* _Task description_
Find all lines in the records that include the word "pixels", and copy them out.

* _Material provided_
※ ※ ※
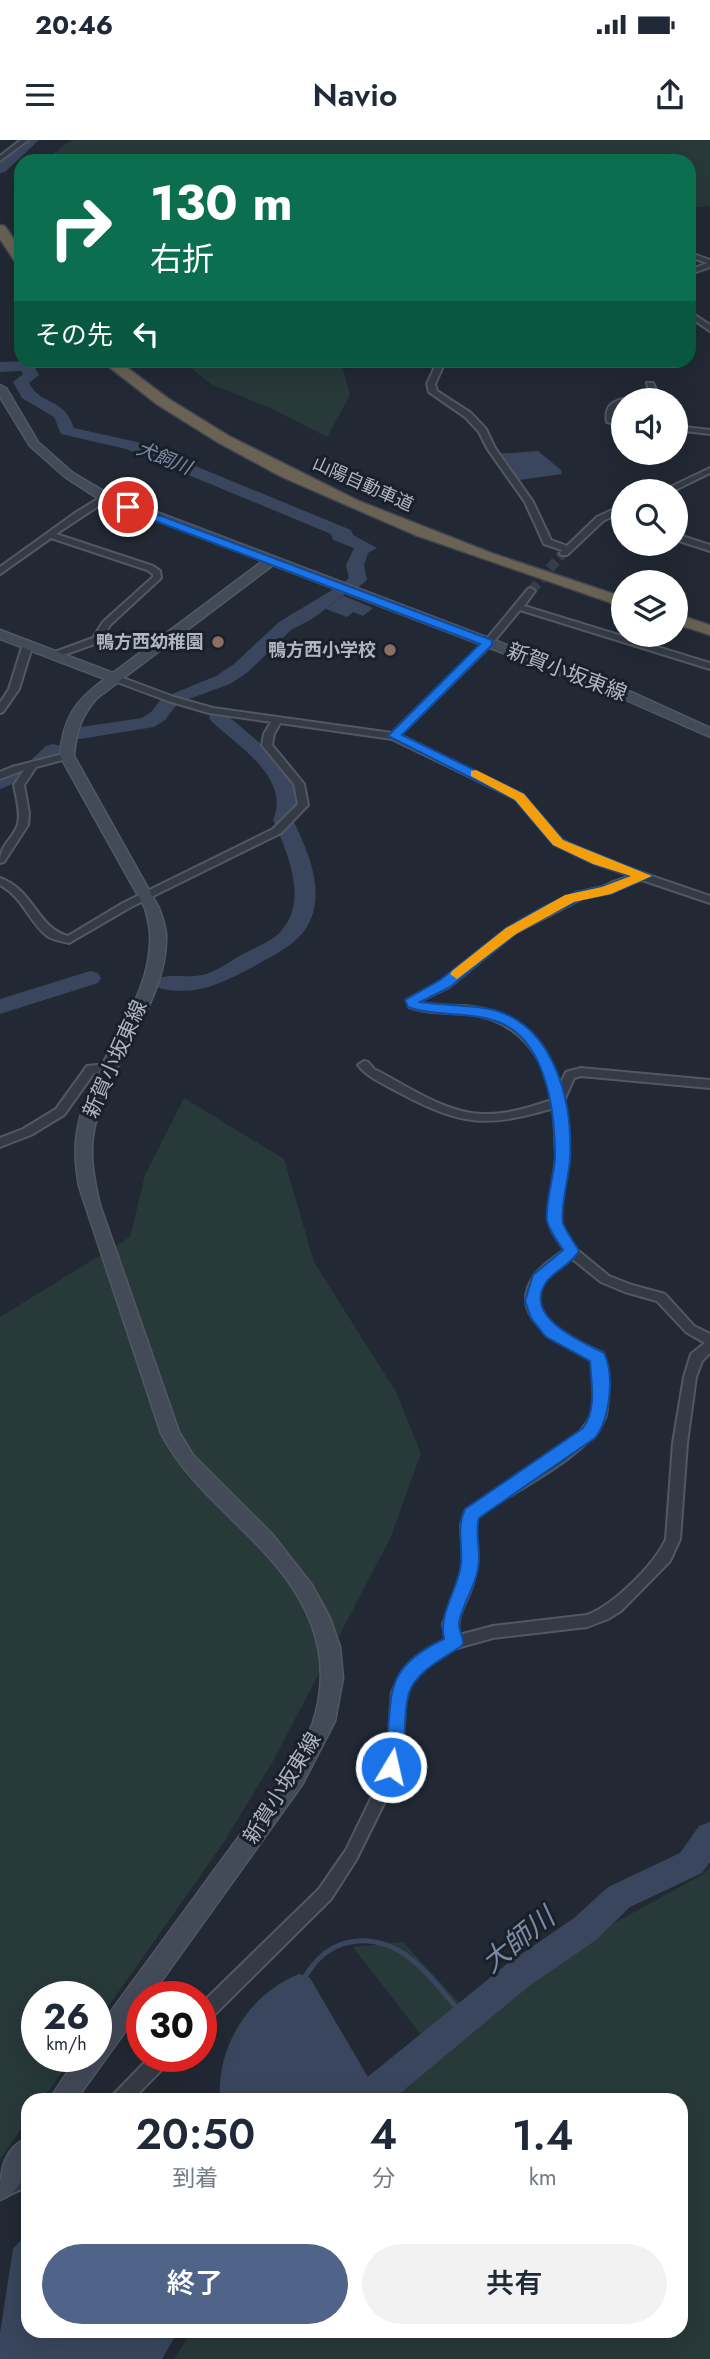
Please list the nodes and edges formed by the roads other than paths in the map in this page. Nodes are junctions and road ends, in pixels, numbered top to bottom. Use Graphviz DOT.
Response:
※ ※ ※
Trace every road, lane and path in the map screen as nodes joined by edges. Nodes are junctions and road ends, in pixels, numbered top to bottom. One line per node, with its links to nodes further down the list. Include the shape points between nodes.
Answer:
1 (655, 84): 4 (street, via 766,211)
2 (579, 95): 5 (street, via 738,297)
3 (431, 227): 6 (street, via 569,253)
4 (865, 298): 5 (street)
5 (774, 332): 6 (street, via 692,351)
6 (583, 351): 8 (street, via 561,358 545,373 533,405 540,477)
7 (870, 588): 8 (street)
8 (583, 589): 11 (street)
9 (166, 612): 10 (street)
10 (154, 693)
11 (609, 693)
※ ※ ※
* _Response_
Please list the nodes and edges formed by the roads other than paths in the map in this page. Nodes are junctions and road ends, in pixels, numbered top to bottom. Use Graphviz DOT.
Trace every road, lane and path in the map screen as nodes joined by edges. Nodes are junctions and road ends, in pixels, numbered top to bottom. One line per node, with its links to nodes further down the list. Include the shape points between nodes.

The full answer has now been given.